**Exercise brief**
Find the string "Pesantren" in the data, and copy out each line that has it.

[Saved entries]
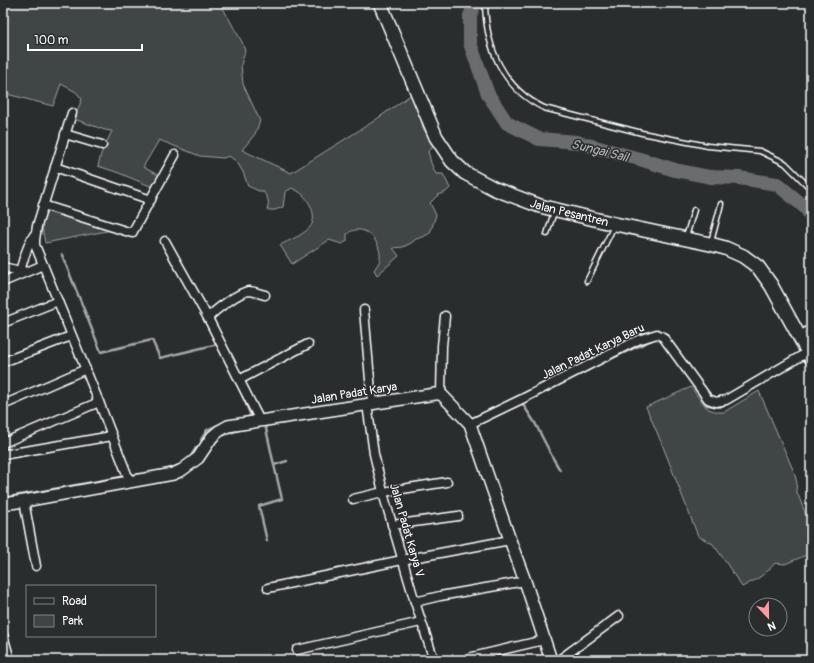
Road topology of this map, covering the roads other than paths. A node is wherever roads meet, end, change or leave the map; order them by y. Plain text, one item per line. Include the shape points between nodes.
1 (380, 3) edge
2 (485, 3) edge
3 (72, 113) dead end
4 (65, 134) junction
5 (102, 144) dead end
6 (175, 155) dead end
7 (55, 167) junction
8 (811, 189) edge
9 (151, 200) junction
10 (721, 204) dead end
11 (43, 205) junction
12 (555, 210) junction
13 (694, 210) dead end
14 (614, 224) junction
15 (35, 234) junction
16 (547, 234) dead end
17 (686, 238) junction
18 (165, 241) dead end
19 (710, 244) junction
20 (43, 265) junction
21 (3, 267) edge
22 (20, 273) junction
23 (587, 281) dead end
24 (3, 282) edge
25 (265, 295) dead end
26 (58, 301) junction
27 (364, 310) dead end
28 (445, 316) dead end
29 (208, 318) junction
30 (3, 324) edge
31 (811, 326) edge
32 (71, 336) junction
33 (798, 336) junction
34 (308, 344) dead end
35 (809, 355) edge
36 (3, 362) edge
37 (86, 369) junction
38 (239, 380) junction
39 (441, 394) junction
40 (100, 402) junction
41 (370, 403) junction
42 (3, 405) edge
43 (260, 421) junction
44 (470, 424) junction
45 (112, 436) junction
46 (3, 443) edge
47 (3, 453) edge
48 (130, 482) junction
49 (447, 482) dead end
50 (383, 492) junction
51 (353, 500) dead end
52 (24, 501) junction
53 (3, 504) edge
54 (458, 516) dead end
55 (392, 525) junction
56 (510, 540) junction
57 (402, 560) junction
58 (36, 566) dead end
59 (525, 581) junction
60 (268, 588) dead end
61 (415, 602) junction
62 (619, 616) dead end
63 (421, 622) junction
64 (3, 635) edge
65 (544, 640) junction
66 (297, 650) dead end
67 (472, 657) dead end
68 (10, 660) edge
69 (434, 660) edge
70 (551, 660) edge
71 (559, 660) edge

1 - 12 main road, Jalan Pesantren via 430,124 452,160 465,173 496,189
2 - 8 lane via 491,43 498,63 513,85 534,103 544,108 642,133 708,146 760,151 785,163
3 - 4 street
4 - 5 street
4 - 7 street
6 - 9 street
7 - 9 street
7 - 11 street
9 - 11 street via 132,233
10 - 19 lane
11 - 15 street
12 - 14 main road, Jalan Pesantren
12 - 16 lane
13 - 17 lane
14 - 17 main road, Jalan Pesantren
14 - 23 lane
15 - 20 street via 35,245
15 - 22 street via 27,247
17 - 19 main road, Jalan Pesantren
18 - 29 street
19 - 33 main road, Jalan Pesantren via 743,256 758,267 771,285
20 - 22 street
20 - 26 street
21 - 22 street
22 - 24 street
25 - 29 street via 244,292 220,306
26 - 30 street
26 - 32 street
27 - 41 street, Jalan Padat Karya V
28 - 39 street
29 - 38 street
31 - 33 lane
32 - 36 street
32 - 37 street
33 - 35 main road, Jalan Pesantren
34 - 38 street
35 - 44 street, Jalan Padat Karya Baru via 726,400 716,402 708,399 663,337 657,334 638,340
37 - 40 street
37 - 42 street
38 - 43 street
39 - 41 street, Jalan Padat Karya
39 - 44 street
40 - 45 street
40 - 46 street
41 - 43 street, Jalan Padat Karya
41 - 50 street, Jalan Padat Karya V via 374,454
43 - 48 street, Jalan Padat Karya via 228,426 219,431 198,458 182,470
44 - 56 street
45 - 47 street
45 - 48 street
48 - 52 street, Jalan Padat Karya
49 - 50 street
50 - 51 street
50 - 55 street, Jalan Padat Karya V
52 - 53 street, Jalan Padat Karya
52 - 58 street
54 - 55 street
55 - 57 street, Jalan Padat Karya V
56 - 57 street
56 - 59 street
57 - 60 street
57 - 61 street, Jalan Padat Karya V
59 - 61 street
59 - 65 street
61 - 63 street, Jalan Padat Karya V
62 - 71 street
63 - 66 street
63 - 69 street, Jalan Padat Karya V
64 - 68 street
65 - 67 street
65 - 70 street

**Response to the task**
1 - 12 main road, Jalan Pesantren via 430,124 452,160 465,173 496,189
12 - 14 main road, Jalan Pesantren
14 - 17 main road, Jalan Pesantren
17 - 19 main road, Jalan Pesantren
19 - 33 main road, Jalan Pesantren via 743,256 758,267 771,285
33 - 35 main road, Jalan Pesantren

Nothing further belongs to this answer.